**WHAT TO DO**
Transcribe the data exactly, pictures excluded.

**Saved entries**
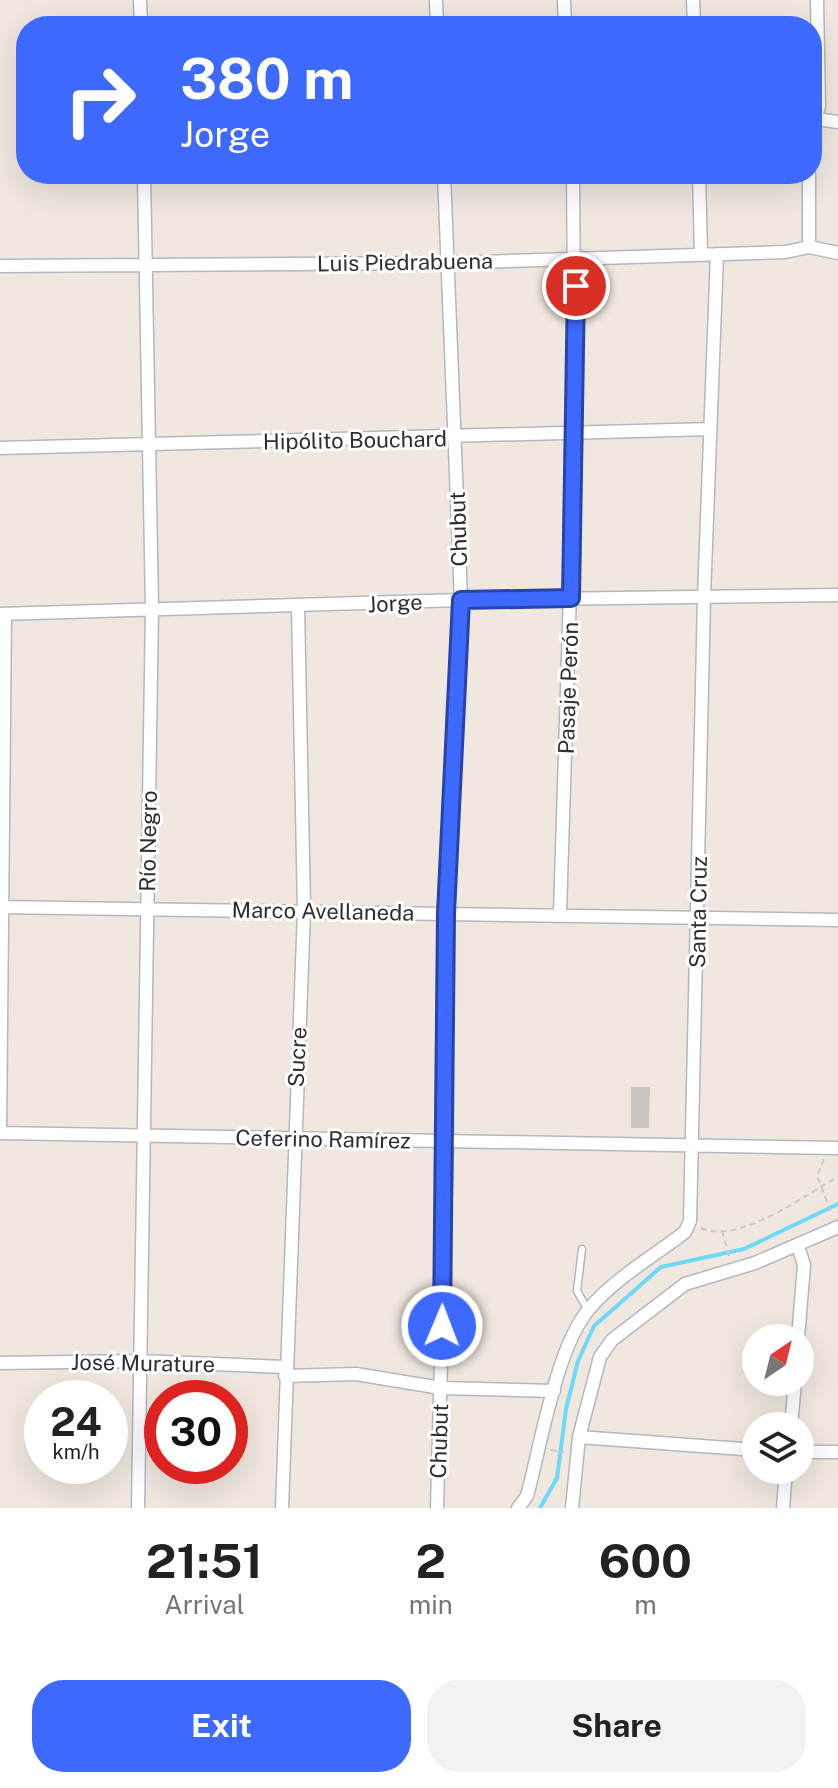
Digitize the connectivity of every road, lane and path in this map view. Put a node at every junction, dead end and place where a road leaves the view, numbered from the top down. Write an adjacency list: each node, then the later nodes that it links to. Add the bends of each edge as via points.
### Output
1 (144, 184): 12 (street, Río Negro)
2 (444, 184): 11 (street, Chubut)
3 (573, 184): 10 (street, Pasaje Perón)
4 (699, 184): 8 (street)
5 (809, 184): 6 (street)
6 (809, 247): 7 (street); 9 (street, Luis Piedrabuena)
7 (838, 253)
8 (701, 254): 9 (street, Luis Piedrabuena); 10 (street, Luis Piedrabuena)
9 (717, 254): 14 (street, Santa Cruz)
10 (576, 257): 11 (street, Luis Piedrabuena); 15 (street, Pasaje Perón)
11 (447, 263): 12 (street, Luis Piedrabuena); 16 (street, Chubut)
12 (146, 264): 13 (street, Luis Piedrabuena); 17 (street, Río Negro)
13 (0, 266)
14 (710, 429): 15 (street, Hipólito Bouchard); 20 (street, Santa Cruz)
15 (575, 433): 16 (street, Hipólito Bouchard); 21 (street, Pasaje Perón)
16 (455, 438): 17 (street, Hipólito Bouchard); 22 (street, Chubut)
17 (150, 444): 18 (street, Hipólito Bouchard); 24 (street, Río Negro)
18 (0, 448)
19 (838, 595): 20 (street, Jorge)
20 (704, 597): 21 (street, Jorge); 31 (street, Santa Cruz)
21 (571, 598): 22 (street, Jorge); 30 (street, Pasaje Perón)
22 (461, 600): 23 (street, Jorge); 29 (street, Chubut)
23 (298, 607): 24 (street, Jorge); 28 (street, Sucre)
24 (152, 608): 25 (street, Jorge); 27 (street, Río Negro)
25 (3, 614): 26 (street)
26 (2, 907): 27 (street, Marco Avellaneda); 33 (street)
27 (147, 907): 28 (street, Marco Avellaneda); 34 (street, Río Negro)
28 (304, 910): 29 (street, Marco Avellaneda); 35 (street, Sucre)
29 (446, 913): 30 (street, Marco Avellaneda); 36 (street, Chubut)
30 (560, 913): 31 (street, Marco Avellaneda)
31 (698, 917): 32 (street, Marco Avellaneda); 37 (street, Santa Cruz)
32 (838, 920)
33 (0, 1132): 34 (street, Ceferino Ramírez)
34 (144, 1134): 35 (street, Ceferino Ramírez); 49 (street, Río Negro)
35 (293, 1140): 36 (street, Ceferino Ramírez); 51 (street, Sucre)
36 (447, 1141): 37 (street, Ceferino Ramírez); 52 (street, Chubut)
37 (691, 1146): 38 (street, Ceferino Ramírez); 42 (street, Santa Cruz)
38 (831, 1148): 40 (path, via 817,1176)
39 (838, 1177): 40 (path)
40 (819, 1187): 41 (path); 43 (path, via 755,1223)
41 (835, 1222): 44 (street)
42 (689, 1223): 43 (path, via 708,1231); 47 (street, via 685,1232)
43 (721, 1229): 46 (path)
44 (798, 1246): 46 (street); 48 (street, via 804,1265)
45 (582, 1249): 47 (lane, via 577,1291)
46 (733, 1269): 54 (street, via 685,1284 612,1340 600,1357)
47 (588, 1310): 53 (street)
48 (799, 1324)
49 (140, 1361): 50 (street, José Murature); 51 (street, José Murature); 61 (street, Río Negro)
50 (0, 1363)
51 (285, 1372): 52 (street, José Murature, via 356,1374); 62 (street, Sucre)
52 (441, 1388): 53 (street, José Murature); 63 (street, Chubut)
53 (554, 1391): 64 (street, via 527,1496)
54 (579, 1437): 55 (street); 65 (street)
55 (742, 1449)
56 (552, 1450): 57 (path)
57 (569, 1452)
58 (814, 1452): 59 (street)
59 (838, 1452)
60 (785, 1484): 66 (street)
61 (138, 1508)
62 (282, 1508)
63 (437, 1508)
64 (518, 1508)
65 (572, 1508)
66 (783, 1508)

**RESPONSE**
Digitize the connectivity of every road, lane and path in this map view. Put a node at every junction, dead end and place where a road leaves the view, numbered from the top down. Write an adjacency list: each node, then the later nodes that it links to. Add the bends of each edge as via points.
### Output
1 (144, 184): 12 (street, Río Negro)
2 (444, 184): 11 (street, Chubut)
3 (573, 184): 10 (street, Pasaje Perón)
4 (699, 184): 8 (street)
5 (809, 184): 6 (street)
6 (809, 247): 7 (street); 9 (street, Luis Piedrabuena)
7 (838, 253)
8 (701, 254): 9 (street, Luis Piedrabuena); 10 (street, Luis Piedrabuena)
9 (717, 254): 14 (street, Santa Cruz)
10 (576, 257): 11 (street, Luis Piedrabuena); 15 (street, Pasaje Perón)
11 (447, 263): 12 (street, Luis Piedrabuena); 16 (street, Chubut)
12 (146, 264): 13 (street, Luis Piedrabuena); 17 (street, Río Negro)
13 (0, 266)
14 (710, 429): 15 (street, Hipólito Bouchard); 20 (street, Santa Cruz)
15 (575, 433): 16 (street, Hipólito Bouchard); 21 (street, Pasaje Perón)
16 (455, 438): 17 (street, Hipólito Bouchard); 22 (street, Chubut)
17 (150, 444): 18 (street, Hipólito Bouchard); 24 (street, Río Negro)
18 (0, 448)
19 (838, 595): 20 (street, Jorge)
20 (704, 597): 21 (street, Jorge); 31 (street, Santa Cruz)
21 (571, 598): 22 (street, Jorge); 30 (street, Pasaje Perón)
22 (461, 600): 23 (street, Jorge); 29 (street, Chubut)
23 (298, 607): 24 (street, Jorge); 28 (street, Sucre)
24 (152, 608): 25 (street, Jorge); 27 (street, Río Negro)
25 (3, 614): 26 (street)
26 (2, 907): 27 (street, Marco Avellaneda); 33 (street)
27 (147, 907): 28 (street, Marco Avellaneda); 34 (street, Río Negro)
28 (304, 910): 29 (street, Marco Avellaneda); 35 (street, Sucre)
29 (446, 913): 30 (street, Marco Avellaneda); 36 (street, Chubut)
30 (560, 913): 31 (street, Marco Avellaneda)
31 (698, 917): 32 (street, Marco Avellaneda); 37 (street, Santa Cruz)
32 (838, 920)
33 (0, 1132): 34 (street, Ceferino Ramírez)
34 (144, 1134): 35 (street, Ceferino Ramírez); 49 (street, Río Negro)
35 (293, 1140): 36 (street, Ceferino Ramírez); 51 (street, Sucre)
36 (447, 1141): 37 (street, Ceferino Ramírez); 52 (street, Chubut)
37 (691, 1146): 38 (street, Ceferino Ramírez); 42 (street, Santa Cruz)
38 (831, 1148): 40 (path, via 817,1176)
39 (838, 1177): 40 (path)
40 (819, 1187): 41 (path); 43 (path, via 755,1223)
41 (835, 1222): 44 (street)
42 (689, 1223): 43 (path, via 708,1231); 47 (street, via 685,1232)
43 (721, 1229): 46 (path)
44 (798, 1246): 46 (street); 48 (street, via 804,1265)
45 (582, 1249): 47 (lane, via 577,1291)
46 (733, 1269): 54 (street, via 685,1284 612,1340 600,1357)
47 (588, 1310): 53 (street)
48 (799, 1324)
49 (140, 1361): 50 (street, José Murature); 51 (street, José Murature); 61 (street, Río Negro)
50 (0, 1363)
51 (285, 1372): 52 (street, José Murature, via 356,1374); 62 (street, Sucre)
52 (441, 1388): 53 (street, José Murature); 63 (street, Chubut)
53 (554, 1391): 64 (street, via 527,1496)
54 (579, 1437): 55 (street); 65 (street)
55 (742, 1449)
56 (552, 1450): 57 (path)
57 (569, 1452)
58 (814, 1452): 59 (street)
59 (838, 1452)
60 (785, 1484): 66 (street)
61 (138, 1508)
62 (282, 1508)
63 (437, 1508)
64 (518, 1508)
65 (572, 1508)
66 (783, 1508)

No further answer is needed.